### Records for this task
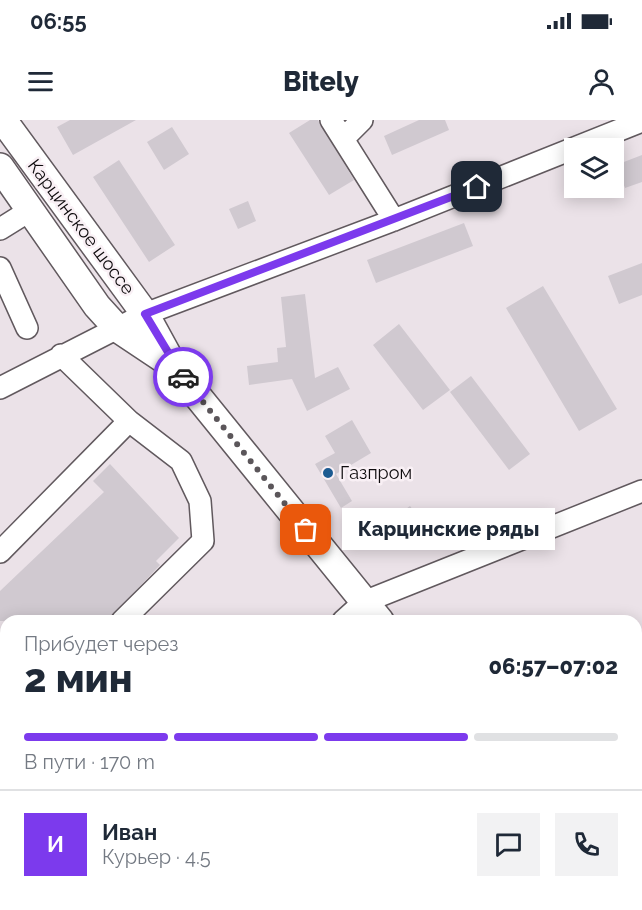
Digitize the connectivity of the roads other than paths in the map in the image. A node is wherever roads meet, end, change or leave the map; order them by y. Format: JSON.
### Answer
{"nodes":[{"id":1,"x":3,"y":120,"type":"edge"},
{"id":2,"x":331,"y":120,"type":"edge"},
{"id":3,"x":362,"y":120,"type":"edge"},
{"id":4,"x":642,"y":121,"type":"edge"},
{"id":5,"x":343,"y":139,"type":"junction"},
{"id":6,"x":0,"y":167,"type":"edge"},
{"id":7,"x":29,"y":211,"type":"junction"},
{"id":8,"x":394,"y":220,"type":"junction"},
{"id":9,"x":0,"y":229,"type":"edge"},
{"id":10,"x":0,"y":268,"type":"edge"},
{"id":11,"x":145,"y":314,"type":"junction"},
{"id":12,"x":27,"y":328,"type":"dead end"},
{"id":13,"x":117,"y":328,"type":"junction"},
{"id":14,"x":60,"y":355,"type":"junction"},
{"id":15,"x":174,"y":367,"type":"junction"},
{"id":16,"x":0,"y":388,"type":"edge"},
{"id":17,"x":129,"y":421,"type":"junction"},
{"id":18,"x":641,"y":495,"type":"edge"},
{"id":19,"x":0,"y":552,"type":"edge"},
{"id":20,"x":372,"y":611,"type":"edge"},
{"id":21,"x":130,"y":615,"type":"edge"}],
"edges":[{"from":1,"to":11,"type":"main road","name":"Карцинское шоссе"},
{"from":2,"to":5,"type":"street"},
{"from":3,"to":5,"type":"street"},
{"from":4,"to":8,"type":"street"},
{"from":5,"to":8,"type":"street"},
{"from":6,"to":7,"type":"main road","name":"Карцинское шоссе"},
{"from":7,"to":9,"type":"street"},
{"from":7,"to":13,"type":"main road","name":"Карцинское шоссе"},
{"from":8,"to":11,"type":"street"},
{"from":10,"to":12,"type":"street"},
{"from":11,"to":13,"type":"street"},
{"from":11,"to":15,"type":"main road","name":"Карцинское шоссе"},
{"from":13,"to":14,"type":"street"},
{"from":13,"to":15,"type":"main road","name":"Карцинское шоссе"},
{"from":14,"to":16,"type":"street"},
{"from":14,"to":17,"type":"street"},
{"from":15,"to":20,"type":"main road","name":"Карцинское шоссе"},
{"from":17,"to":19,"type":"street"},
{"from":17,"to":21,"type":"street"},
{"from":18,"to":20,"type":"street"}]}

### Task prompt
When a line in the records above holds "Карцинское", that line is to be reported.

### Answer to this exercise
"edges":[{"from":1,"to":11,"type":"main road","name":"Карцинское шоссе"},
{"from":6,"to":7,"type":"main road","name":"Карцинское шоссе"},
{"from":7,"to":13,"type":"main road","name":"Карцинское шоссе"},
{"from":11,"to":15,"type":"main road","name":"Карцинское шоссе"},
{"from":13,"to":15,"type":"main road","name":"Карцинское шоссе"},
{"from":15,"to":20,"type":"main road","name":"Карцинское шоссе"},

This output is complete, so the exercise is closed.